#### DATA SHOWN ####

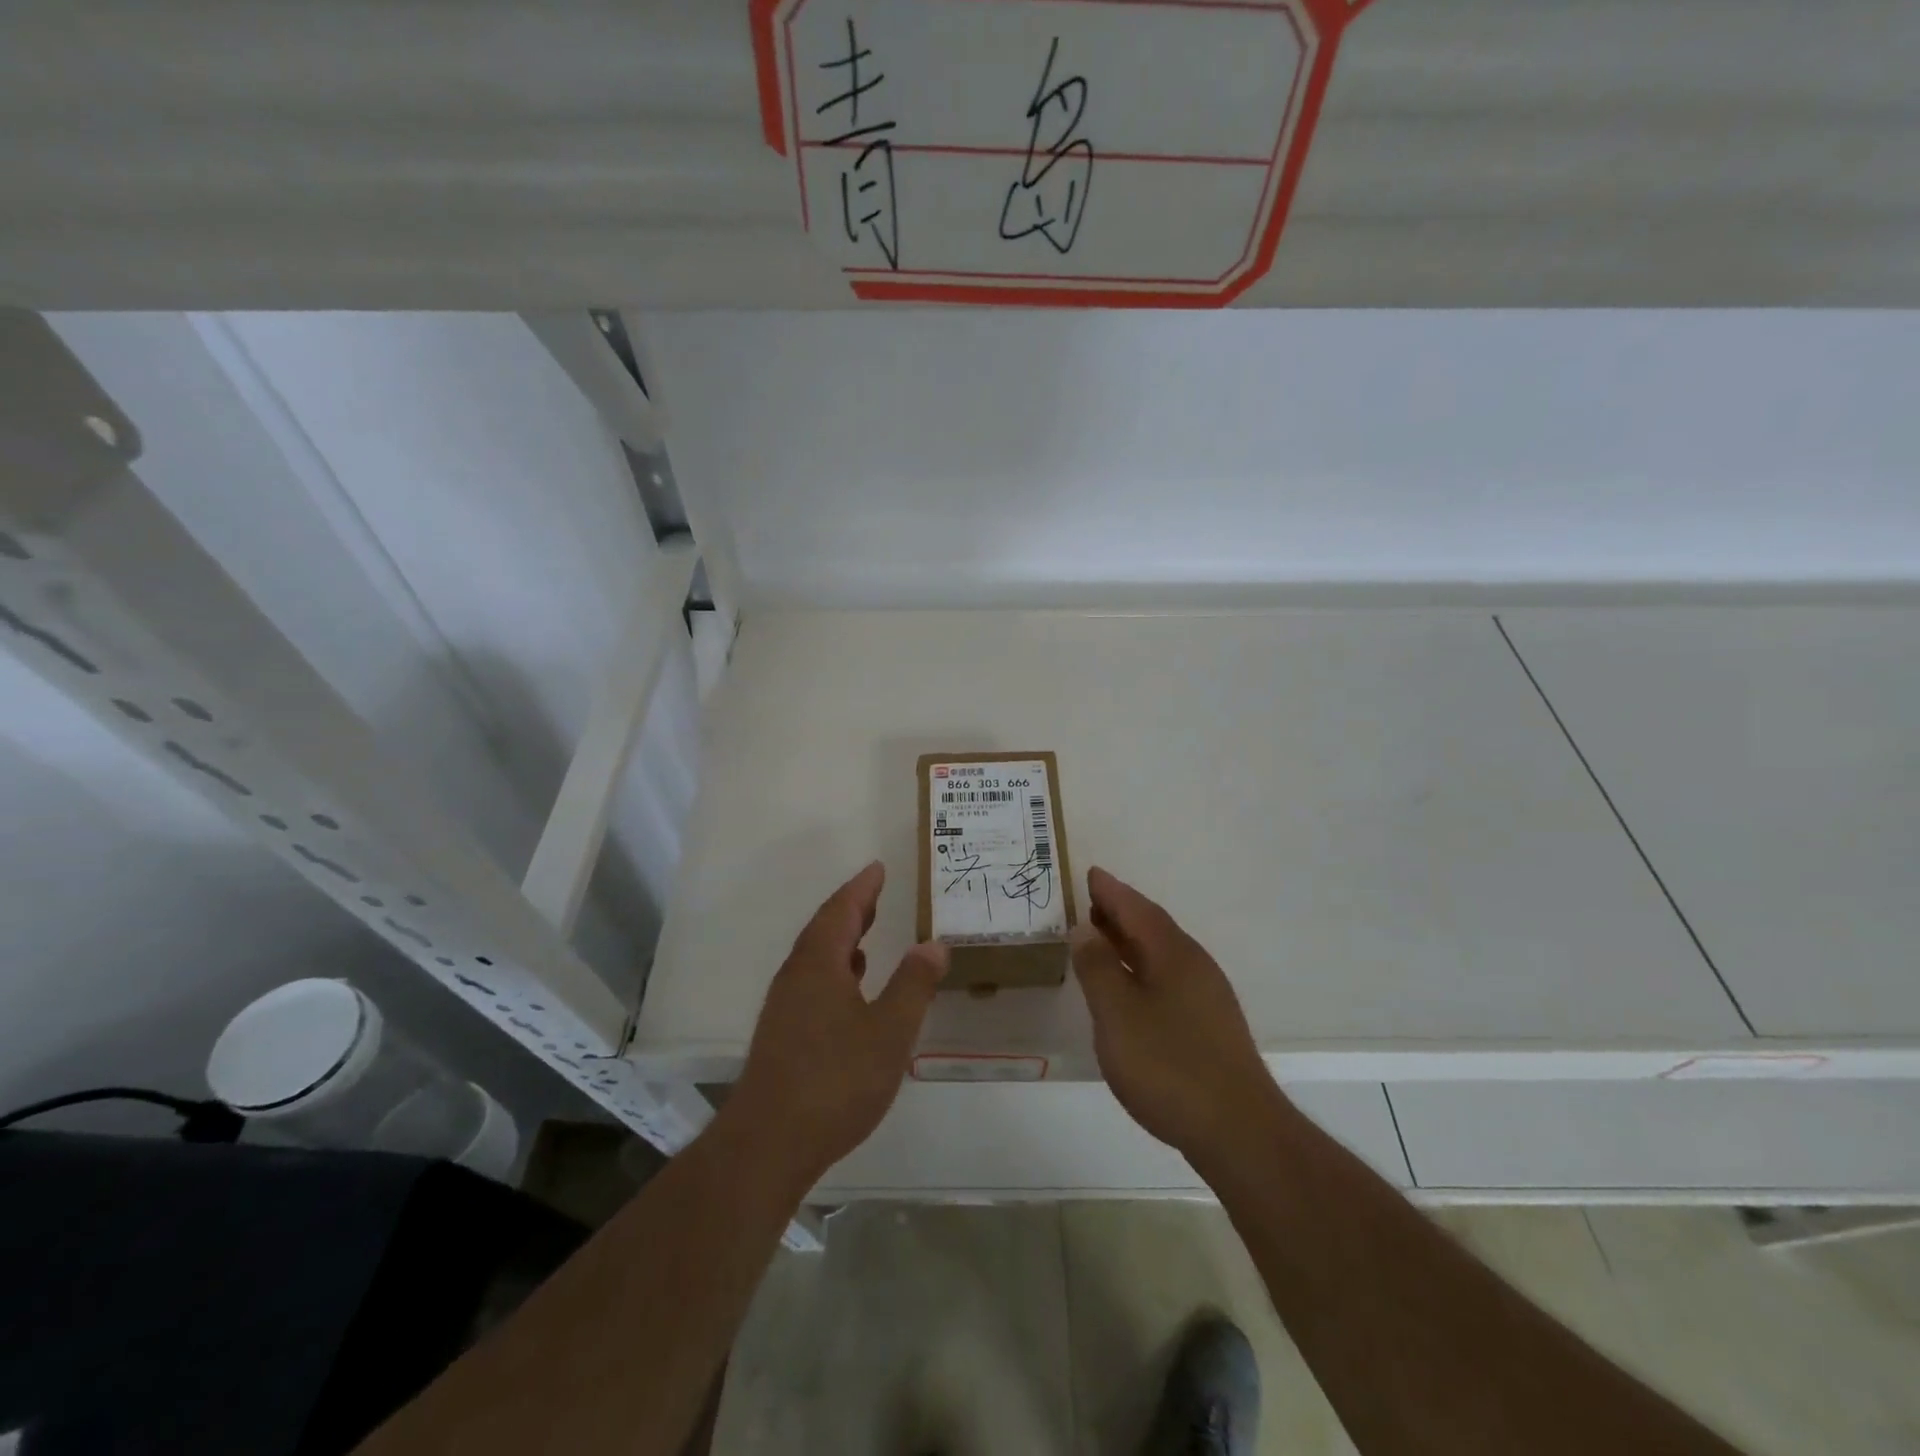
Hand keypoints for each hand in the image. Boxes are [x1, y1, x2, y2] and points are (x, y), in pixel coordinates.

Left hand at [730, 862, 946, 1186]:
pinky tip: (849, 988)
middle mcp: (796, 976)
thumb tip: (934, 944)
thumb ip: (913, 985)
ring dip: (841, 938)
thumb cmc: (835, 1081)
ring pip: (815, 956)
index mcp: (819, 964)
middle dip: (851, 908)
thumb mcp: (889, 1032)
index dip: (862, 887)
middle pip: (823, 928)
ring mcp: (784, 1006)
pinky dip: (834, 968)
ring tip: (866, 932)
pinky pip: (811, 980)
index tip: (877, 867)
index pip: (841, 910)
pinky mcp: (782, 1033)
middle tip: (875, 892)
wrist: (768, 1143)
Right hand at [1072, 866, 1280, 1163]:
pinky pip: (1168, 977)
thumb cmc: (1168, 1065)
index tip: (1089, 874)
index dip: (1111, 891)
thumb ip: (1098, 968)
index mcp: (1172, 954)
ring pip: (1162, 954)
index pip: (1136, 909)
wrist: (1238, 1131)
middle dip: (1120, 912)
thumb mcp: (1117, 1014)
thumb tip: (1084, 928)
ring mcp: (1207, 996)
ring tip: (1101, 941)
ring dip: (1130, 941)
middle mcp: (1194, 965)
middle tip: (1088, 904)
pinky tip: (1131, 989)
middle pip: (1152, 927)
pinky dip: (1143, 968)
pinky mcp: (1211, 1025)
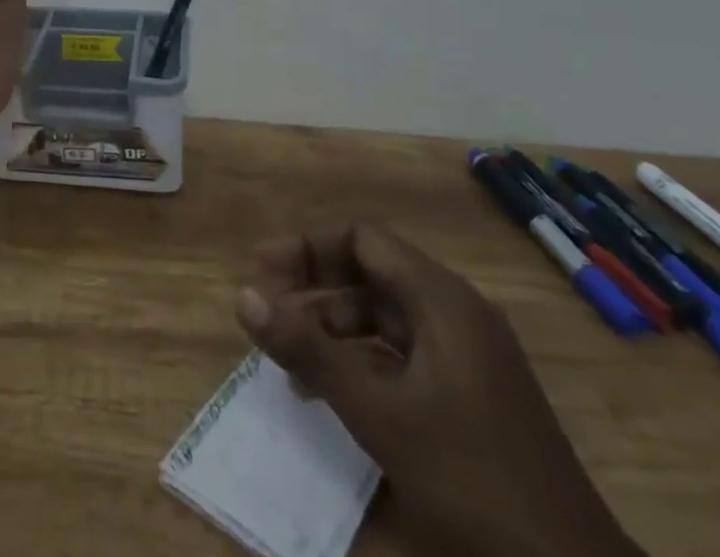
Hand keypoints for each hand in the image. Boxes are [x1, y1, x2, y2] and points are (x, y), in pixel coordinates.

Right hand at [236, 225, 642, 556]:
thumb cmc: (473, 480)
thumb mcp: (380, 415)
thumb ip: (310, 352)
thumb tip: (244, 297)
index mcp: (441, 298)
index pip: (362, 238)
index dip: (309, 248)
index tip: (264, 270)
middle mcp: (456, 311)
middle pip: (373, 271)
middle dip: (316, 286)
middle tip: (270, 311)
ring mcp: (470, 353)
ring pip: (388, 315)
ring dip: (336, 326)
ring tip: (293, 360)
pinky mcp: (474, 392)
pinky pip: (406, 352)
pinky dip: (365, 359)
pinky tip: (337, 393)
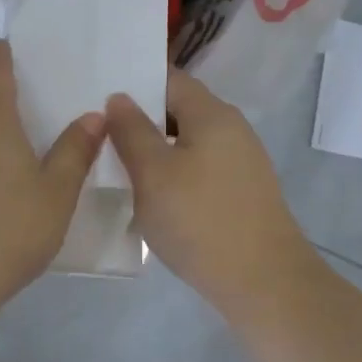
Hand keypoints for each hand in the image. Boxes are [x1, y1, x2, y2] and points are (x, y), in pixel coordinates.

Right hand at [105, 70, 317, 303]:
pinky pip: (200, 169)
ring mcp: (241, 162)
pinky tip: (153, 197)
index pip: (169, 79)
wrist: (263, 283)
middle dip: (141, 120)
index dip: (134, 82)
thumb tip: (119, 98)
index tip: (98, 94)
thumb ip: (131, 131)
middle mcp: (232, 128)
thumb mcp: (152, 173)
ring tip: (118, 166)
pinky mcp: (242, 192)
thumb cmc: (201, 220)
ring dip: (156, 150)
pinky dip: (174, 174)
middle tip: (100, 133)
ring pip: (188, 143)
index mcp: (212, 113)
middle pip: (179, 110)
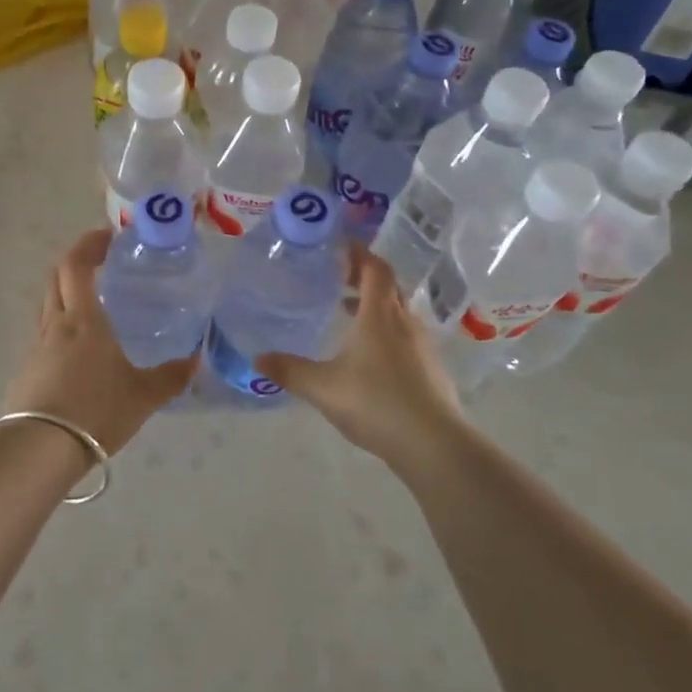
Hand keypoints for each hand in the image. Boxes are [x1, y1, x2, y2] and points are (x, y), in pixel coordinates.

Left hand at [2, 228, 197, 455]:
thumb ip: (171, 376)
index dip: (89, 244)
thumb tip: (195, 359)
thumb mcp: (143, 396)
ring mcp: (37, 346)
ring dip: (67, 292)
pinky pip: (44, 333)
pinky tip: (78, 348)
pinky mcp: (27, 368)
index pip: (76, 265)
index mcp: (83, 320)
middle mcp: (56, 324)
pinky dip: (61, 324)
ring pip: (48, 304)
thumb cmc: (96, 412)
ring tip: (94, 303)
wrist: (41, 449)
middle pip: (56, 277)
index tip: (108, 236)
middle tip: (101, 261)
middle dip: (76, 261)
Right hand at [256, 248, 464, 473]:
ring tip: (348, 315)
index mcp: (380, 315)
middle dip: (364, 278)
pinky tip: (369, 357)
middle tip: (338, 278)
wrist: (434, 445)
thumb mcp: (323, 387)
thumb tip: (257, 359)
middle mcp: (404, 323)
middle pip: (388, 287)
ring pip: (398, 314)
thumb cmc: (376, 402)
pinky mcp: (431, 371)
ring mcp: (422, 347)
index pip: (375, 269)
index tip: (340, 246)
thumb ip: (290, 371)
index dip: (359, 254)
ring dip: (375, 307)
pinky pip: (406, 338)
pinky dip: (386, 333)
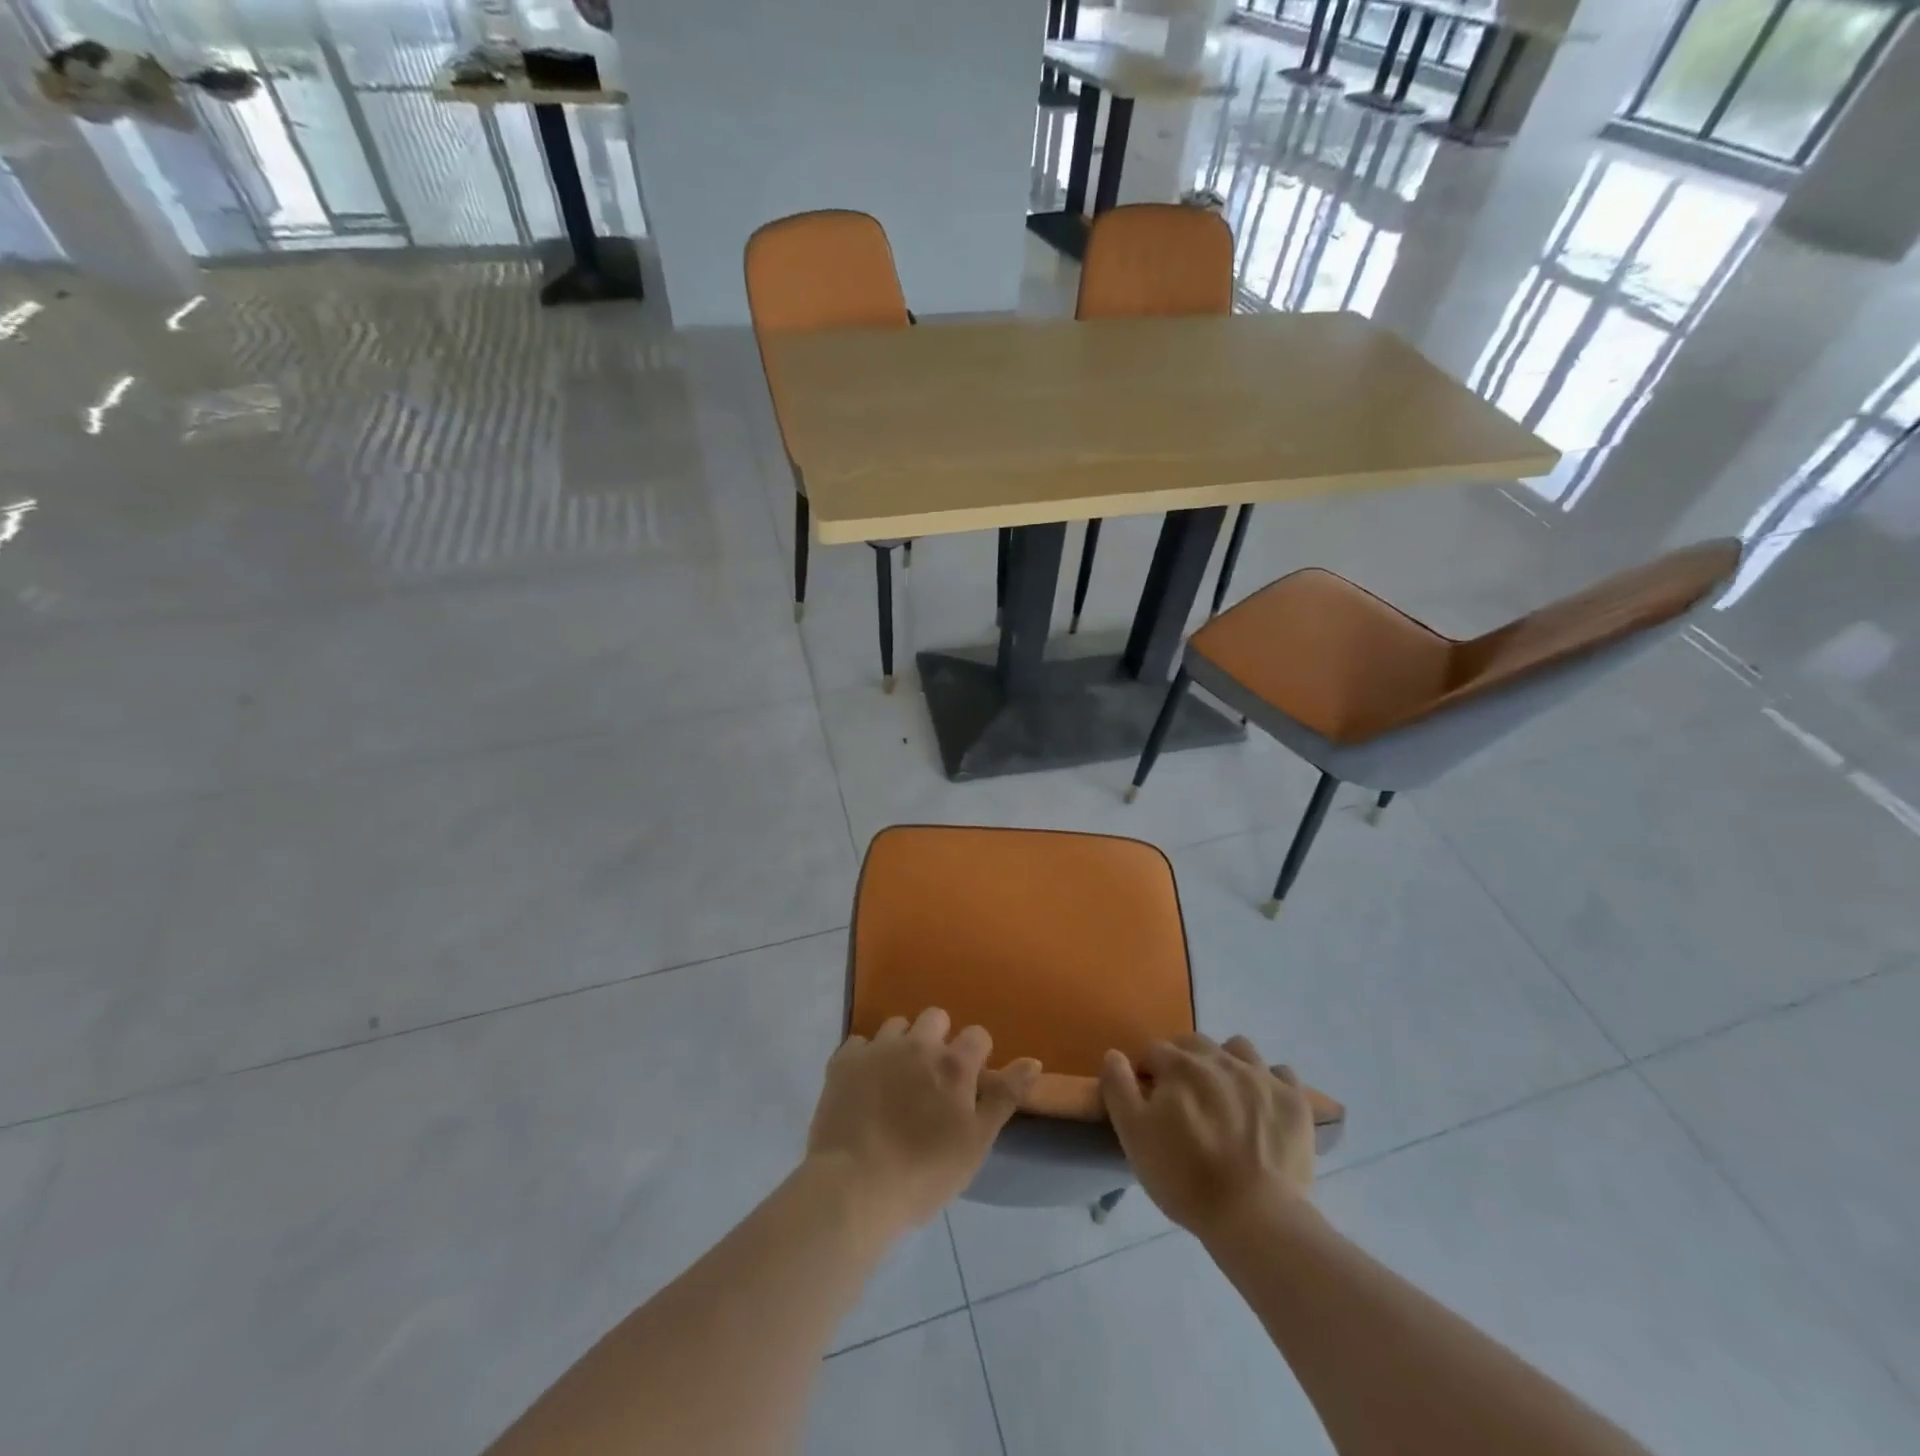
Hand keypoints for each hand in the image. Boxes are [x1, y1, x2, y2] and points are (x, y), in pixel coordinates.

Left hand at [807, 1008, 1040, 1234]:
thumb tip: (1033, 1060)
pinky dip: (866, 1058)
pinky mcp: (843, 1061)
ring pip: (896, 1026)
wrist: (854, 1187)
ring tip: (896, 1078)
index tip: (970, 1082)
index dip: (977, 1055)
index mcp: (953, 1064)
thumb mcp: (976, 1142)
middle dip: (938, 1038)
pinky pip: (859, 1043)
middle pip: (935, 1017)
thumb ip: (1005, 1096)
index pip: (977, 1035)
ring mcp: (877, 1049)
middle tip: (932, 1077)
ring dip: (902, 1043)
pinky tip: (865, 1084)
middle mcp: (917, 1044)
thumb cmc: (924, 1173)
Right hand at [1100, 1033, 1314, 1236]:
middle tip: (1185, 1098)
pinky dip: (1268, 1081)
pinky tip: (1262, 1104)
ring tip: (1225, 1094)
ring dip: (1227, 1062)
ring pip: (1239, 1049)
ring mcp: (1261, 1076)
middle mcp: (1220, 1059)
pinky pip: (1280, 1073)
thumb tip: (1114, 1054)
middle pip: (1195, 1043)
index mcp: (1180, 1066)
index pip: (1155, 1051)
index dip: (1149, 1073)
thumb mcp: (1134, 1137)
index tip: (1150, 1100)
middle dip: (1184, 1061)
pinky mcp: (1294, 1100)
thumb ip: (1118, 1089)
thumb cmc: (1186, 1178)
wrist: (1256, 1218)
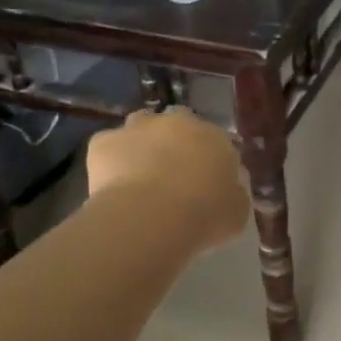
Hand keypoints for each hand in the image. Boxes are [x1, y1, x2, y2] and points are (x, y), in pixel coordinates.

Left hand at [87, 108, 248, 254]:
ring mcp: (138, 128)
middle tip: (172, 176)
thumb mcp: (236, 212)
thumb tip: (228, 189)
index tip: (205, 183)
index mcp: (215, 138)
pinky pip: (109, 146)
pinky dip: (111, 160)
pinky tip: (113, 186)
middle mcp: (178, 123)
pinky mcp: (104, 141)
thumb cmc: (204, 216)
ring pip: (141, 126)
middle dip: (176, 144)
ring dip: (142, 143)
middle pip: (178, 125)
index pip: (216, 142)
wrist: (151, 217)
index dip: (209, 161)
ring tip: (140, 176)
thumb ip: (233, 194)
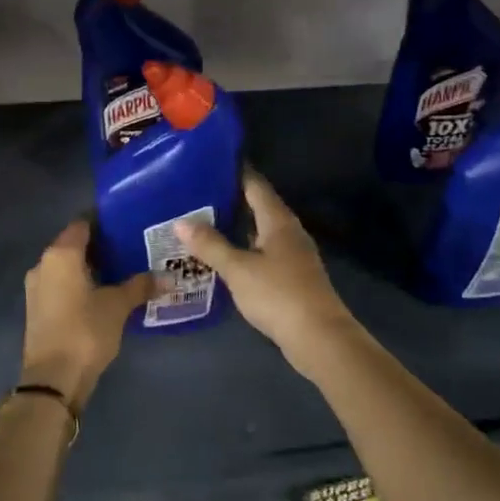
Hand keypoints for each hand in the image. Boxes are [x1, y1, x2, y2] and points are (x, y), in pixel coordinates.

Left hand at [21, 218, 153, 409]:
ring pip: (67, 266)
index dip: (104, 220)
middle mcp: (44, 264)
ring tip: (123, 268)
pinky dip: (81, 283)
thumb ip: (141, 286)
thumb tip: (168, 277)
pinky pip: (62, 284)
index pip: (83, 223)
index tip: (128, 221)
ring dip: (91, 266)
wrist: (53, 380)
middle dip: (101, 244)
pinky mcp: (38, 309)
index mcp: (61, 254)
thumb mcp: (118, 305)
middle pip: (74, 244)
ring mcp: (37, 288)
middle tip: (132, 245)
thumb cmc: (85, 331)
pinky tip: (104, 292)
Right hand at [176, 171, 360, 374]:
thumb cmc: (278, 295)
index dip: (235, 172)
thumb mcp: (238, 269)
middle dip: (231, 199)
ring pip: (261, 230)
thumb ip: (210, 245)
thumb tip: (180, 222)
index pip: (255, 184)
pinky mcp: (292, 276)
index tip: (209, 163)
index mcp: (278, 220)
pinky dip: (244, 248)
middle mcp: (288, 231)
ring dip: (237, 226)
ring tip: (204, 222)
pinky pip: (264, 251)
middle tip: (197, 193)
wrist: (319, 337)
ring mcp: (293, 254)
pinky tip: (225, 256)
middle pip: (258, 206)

####

Working from the entries above, reproduce exactly and only the lines beginning with the line that has "middle tip: (270, 311)" and ending with the line that has "thumb tip: (195, 359)"; omit all pictures.

§ **RESULT OF THE TASK**:
middle tip: (270, 311)
ring mcp: (470, 353)
ring pip: (388, 315)
ring dip: (336, 326)
ring tip: (293, 360)
pinky mcp: (474, 392)
pinky pip: (406, 352)
pinky dip: (365, 359)
pinky tip: (337, 393)
Hand keypoints for each hand in the image. Boxes are [x1, y1, x2, y2] and points are (x, y), in pixel coordinates.

Right hand at [105, 70, 317, 303]:
pinky pip: (200, 169)
ring mcp: (241, 162)
pinky tip: (153, 197)
index pip: (169, 79)
wrist: (263, 283)
middle dip: (141, 120)
index dip: (134, 82)
thumb tip: (119, 98)
index tip: (98, 94)
thumb ip: (131, 131)
middle mcp: (232, 128)
thumb mcp: (152, 173)
ring tip: (118, 166)
pinky mcp: (242, 192)
thumb cmc: (201, 220)
ring dip: (156, 150)
pinky dip: (174, 174)
middle tip: (100, 133)
ring pip: (188, 143)
index mcp: (212, 113)
middle pip: (179, 110)
Hand keypoints for each hand in the image. Boxes are [x1, y1, x2, y2] and points are (x, y), in pixel coordinates.

Left hand at [2, 228, 197, 455]:
thumb ip: (171, 376)
index dip: (89, 244)
thumb tip: (195, 359)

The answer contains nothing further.